How to complete this task: Restate the entries below exactly, and keep all images out of the answer.
BEGIN Task inputs
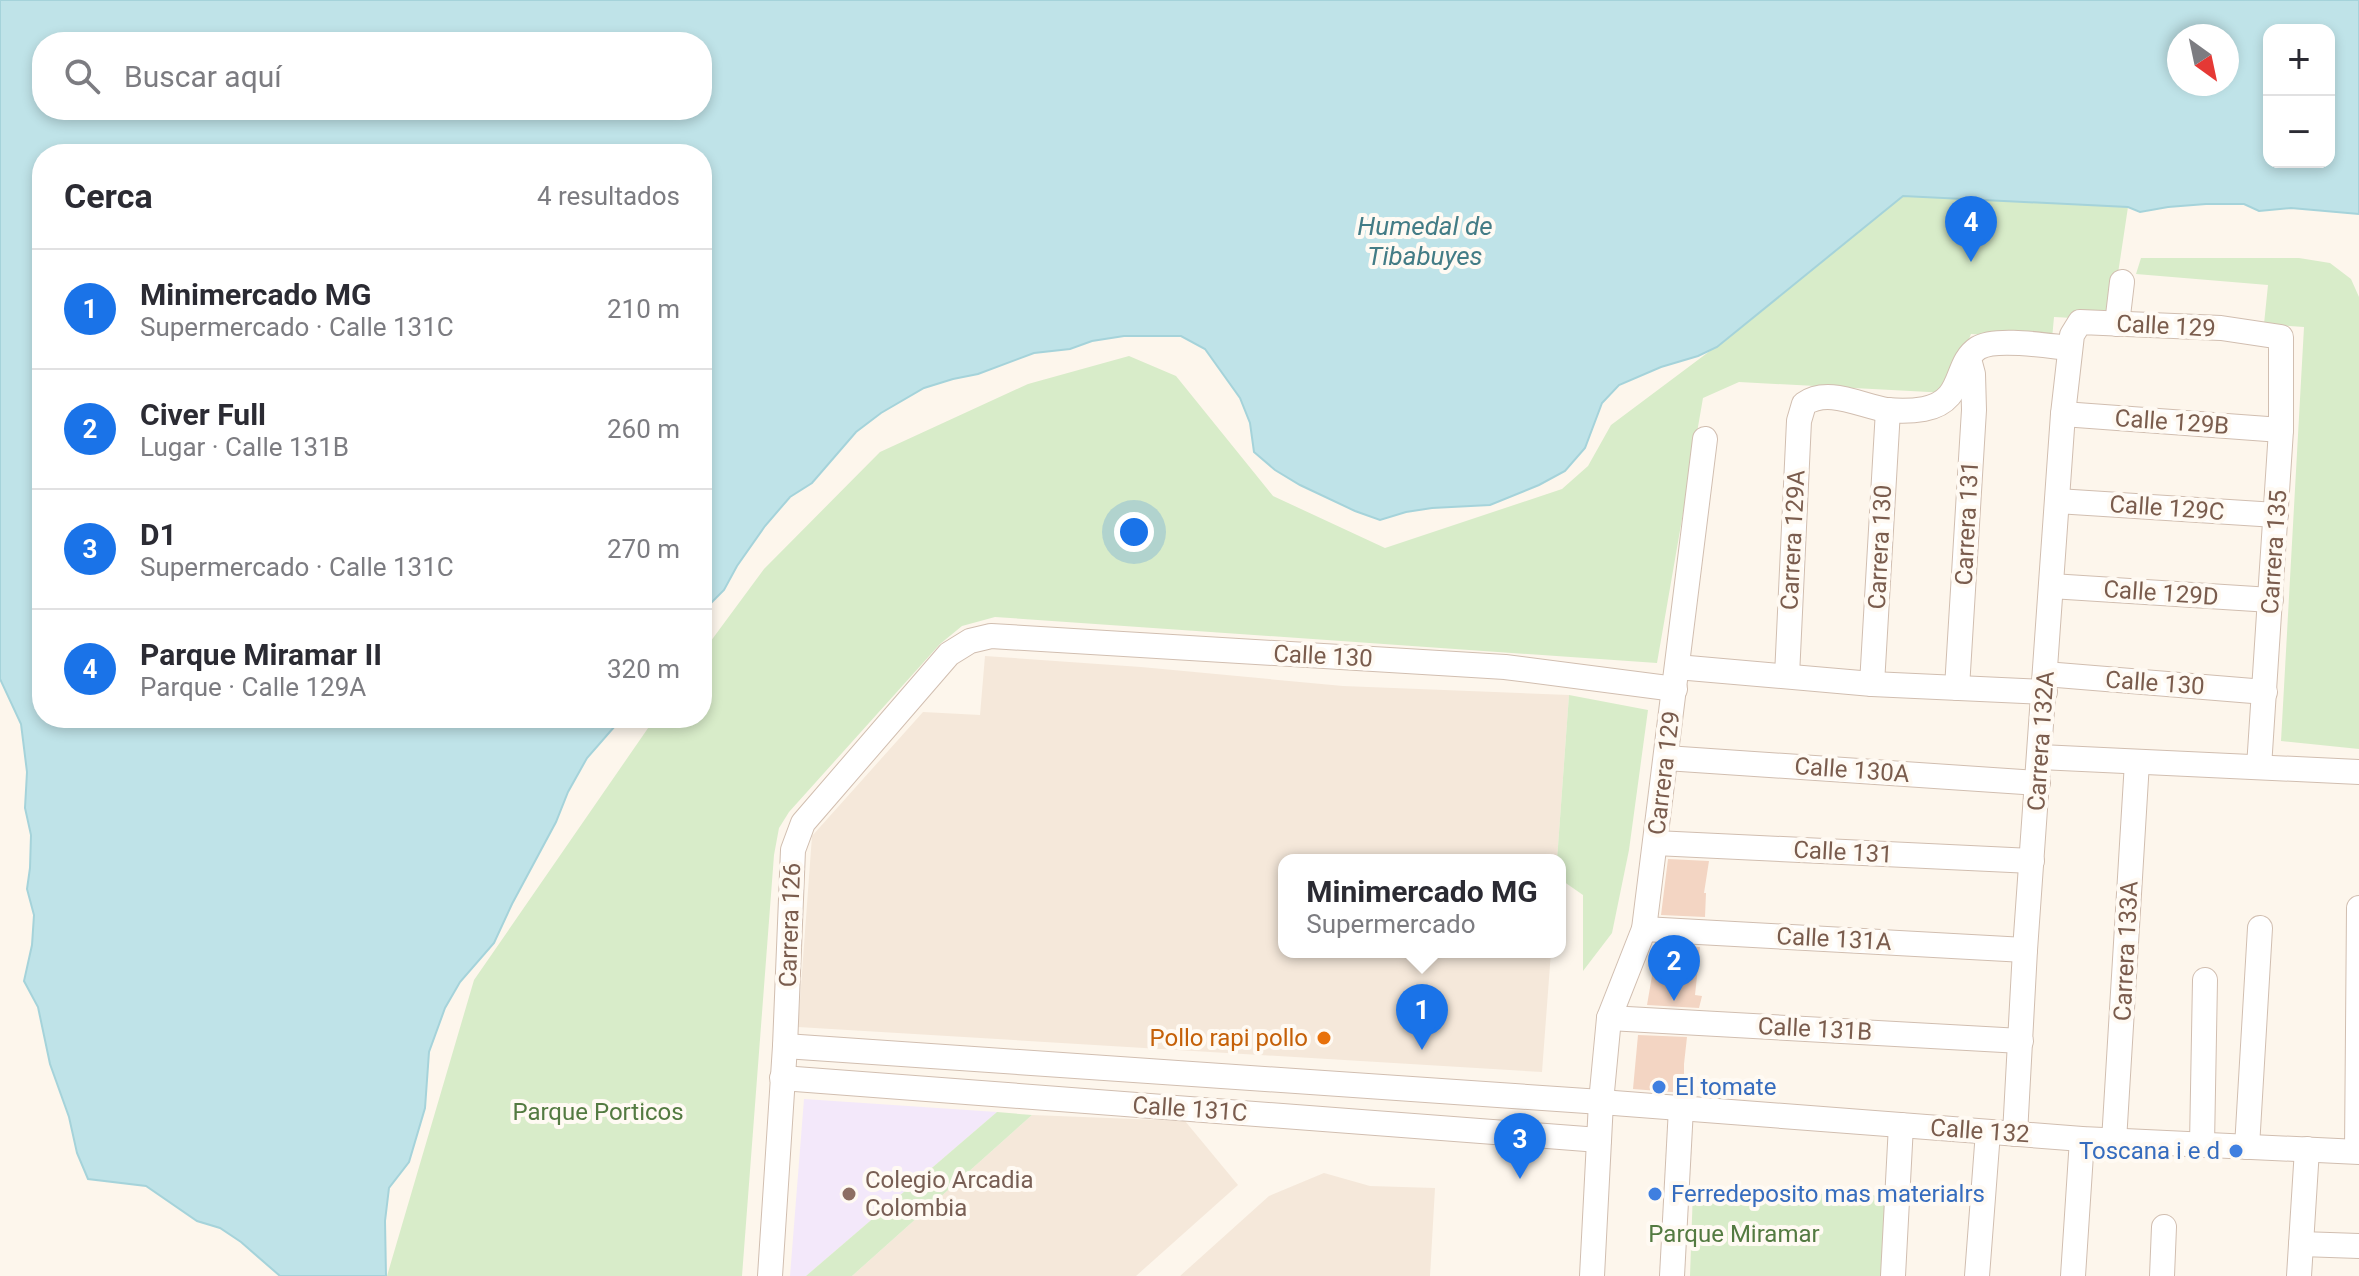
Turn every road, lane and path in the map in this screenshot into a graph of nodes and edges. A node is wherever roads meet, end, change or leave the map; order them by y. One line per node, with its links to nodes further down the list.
1 (2122, 282): 2 (street)
2 (2117, 324): 3 (street, Calle 129); 4 (street, Calle 129)
3 (2281, 337): 8 (street, Carrera 135)
4 (2069, 348): 5 (street); 7 (street, Carrera 132A)
5 (1969, 358): 6 (street); 19 (street, Carrera 131)
6 (1888, 410): 15 (street, Carrera 129A); 18 (street, Carrera 130)
7 (2063, 414): 8 (street, Calle 129B); 10 (street, Carrera 132A)
8 (2281, 430): 11 (street, Carrera 135)
9 (1705, 439): 16 (street, Carrera 129)
10 (2057, 501): 11 (street, Calle 129C); 12 (street, Carrera 132A)
11 (2276, 515): 13 (street, Carrera 135)
12 (2051, 586): 13 (street, Calle 129D); 17 (street, Carrera 132A)
13 (2271, 600): 20 (street, Carrera 135)
14 (970, 641): 16 (street, Calle 130); 36 (street, Carrera 126)
15 (1787, 676): 16 (street, Calle 130); 18 (street, Calle 130)
16 (1676, 678): 22 (street, Carrera 129)
17 (2045, 683): 19 (street, Calle 130); 20 (street, Calle 130); 21 (street, Carrera 132A)
18 (1872, 684): 19 (street, Calle 130)
19 (1957, 688)
20 (2265, 692): 24 (street, Carrera 135)
21 (2040, 757): 23 (street); 26 (street, Carrera 132A)
22 (1666, 758): 26 (street, Calle 130A); 27 (street, Carrera 129)
23 (2137, 762): 24 (street); 45 (street, Carrera 133A)
24 (2259, 767): 25 (street)
25 (2359, 772)
26 (2038, 783): 28 (street, Carrera 132A)
27 (1655, 843): 28 (street, Calle 131); 31 (street, Carrera 129)
28 (2032, 861): 32 (street, Carrera 132A)
29 (2359, 908): 49 (street)
30 (2260, 928): 47 (street)
31 (1644, 929): 32 (street, Calle 131A); 34 (street, Carrera 129)
32 (2025, 950): 35 (street, Carrera 132A)
33 (2205, 980): 46 (street)
34 (1609, 1018): 35 (street, Calle 131B); 38 (street, Carrera 129)
35 (2021, 1041): 42 (street, Carrera 132A)
36 (785, 1046): 37 (street, Carrera 126); 38 (street, Calle 131C)
37 (782, 1078): 44 (street, Calle 131C); 53 (street, Carrera 126)
38 (1601, 1102): 39 (street, Calle 132); 44 (street, Carrera 129)
39 (1681, 1108): 40 (street, Calle 132); 55 (street)
40 (1901, 1125): 41 (street, Calle 132); 56 (street)
41 (1988, 1132): 42 (street, Calle 132); 57 (street)
42 (2015, 1134): 43 (street, Calle 132)
43 (2082, 1139): 45 (street, Calle 132); 58 (street)
44 (1599, 1140): 54 (street, Carrera 129)
45 (2114, 1141): 46 (street, Calle 132)
46 (2202, 1145): 47 (street, Calle 132)
47 (2247, 1147): 48 (street, Calle 132)
48 (2307, 1149): 49 (street, Calle 132); 51 (street)
49 (2358, 1152)
50 (2164, 1227): 59 (street)
51 (2301, 1244): 52 (street); 60 (street)
52 (2359, 1246)
53 (770, 1276)
54 (1592, 1276)
55 (1672, 1276)
56 (1893, 1276)
57 (1977, 1276)
58 (2073, 1276)
59 (2162, 1276)
60 (2299, 1276)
END Task inputs
Solution:
Turn every road, lane and path in the map in this screenshot into a graph of nodes and edges. A node is wherever roads meet, end, change or leave the map; order them by y. One line per node, with its links to nodes further down the list.
1 (2122, 282): 2 (street)
2 (2117, 324): 3 (street, Calle 129); 4 (street, Calle 129)
3 (2281, 337): 8 (street, Carrera 135)
4 (2069, 348): 5 (street); 7 (street, Carrera 132A)
5 (1969, 358): 6 (street); 19 (street, Carrera 131)
6 (1888, 410): 15 (street, Carrera 129A); 18 (street, Carrera 130)
7 (2063, 414): 8 (street, Calle 129B); 10 (street, Carrera 132A)
8 (2281, 430): 11 (street, Carrera 135)
9 (1705, 439): 16 (street, Carrera 129)
10 (2057, 501): 11 (street, Calle 129C); 12 (street, Carrera 132A)
11 (2276, 515): 13 (street, Carrera 135)
12 (2051, 586): 13 (street, Calle 129D); 17 (street, Carrera 132A)
13 (2271, 600): 20 (street, Carrera 135)
14 (970, 641): 16 (street, Calle 130); 36 (street, Carrera 126)
15 (1787, 676): 16 (street, Calle 130); 18 (street, Calle 130)
16 (1676, 678): 22 (street, Carrera 129)
17 (2045, 683): 19 (street, Calle 130); 20 (street, Calle 130); 21 (street, Carrera 132A)
18 (1872, 684): 19 (street, Calle 130)
19 (1957, 688)
20 (2265, 692): 24 (street, Carrera 135)
21 (2040, 757): 23 (street); 26 (street, Carrera 132A)
22 (1666, 758): 26 (street, Calle 130A); 27 (street, Carrera 129)
23 (2137, 762): 24 (street); 45 (street, Carrera 133A)
24 (2259, 767): 25 (street)
25 (2359, 772)
26 (2038, 783): 28 (street, Carrera 132A)
27 (1655, 843): 28 (street, Calle 131); 31 (street, Carrera 129)
28 (2032, 861): 32 (street, Carrera 132A)
29 (2359, 908): 49 (street)
30 (2260, 928): 47 (street)
31 (1644, 929): 32 (street, Calle 131A); 34 (street, Carrera 129)
32 (2025, 950): 35 (street, Carrera 132A)
33 (2205, 980): 46 (street)
34 (1609, 1018): 35 (street, Calle 131B); 38 (street, Carrera 129)
35 (2021, 1041): 42 (street, Carrera 132A)
36 (785, 1046): 37 (street, Carrera 126); 38 (street, Calle 131C)
37 (782, 1078): 44 (street, Calle 131C); 53 (street, Carrera 126)
38 (1601, 1102): 39 (street, Calle 132); 44 (street, Carrera 129)
39 (1681, 1108): 40 (street, Calle 132); 55 (street)
40 (1901, 1125): 41 (street, Calle 132); 56 (street)
41 (1988, 1132): 42 (street, Calle 132); 57 (street)
42 (2015, 1134): 43 (street, Calle 132)
43 (2082, 1139): 45 (street, Calle 132); 58 (street)
44 (1599, 1140): 54 (street, Carrera 129)
45 (2114, 1141): 46 (street, Calle 132)
46 (2202, 1145): 47 (street, Calle 132)
47 (2247, 1147): 48 (street, Calle 132)
48 (2307, 1149): 49 (street, Calle 132); 51 (street)
49 (2358, 1152)
50 (2164, 1227): 59 (street)
51 (2301, 1244): 52 (street); 60 (street)
52 (2359, 1246)
53 (770, 1276)
54 (1592, 1276)
55 (1672, 1276)
56 (1893, 1276)
57 (1977, 1276)
58 (2073, 1276)
59 (2162, 1276)
60 (2299, 1276)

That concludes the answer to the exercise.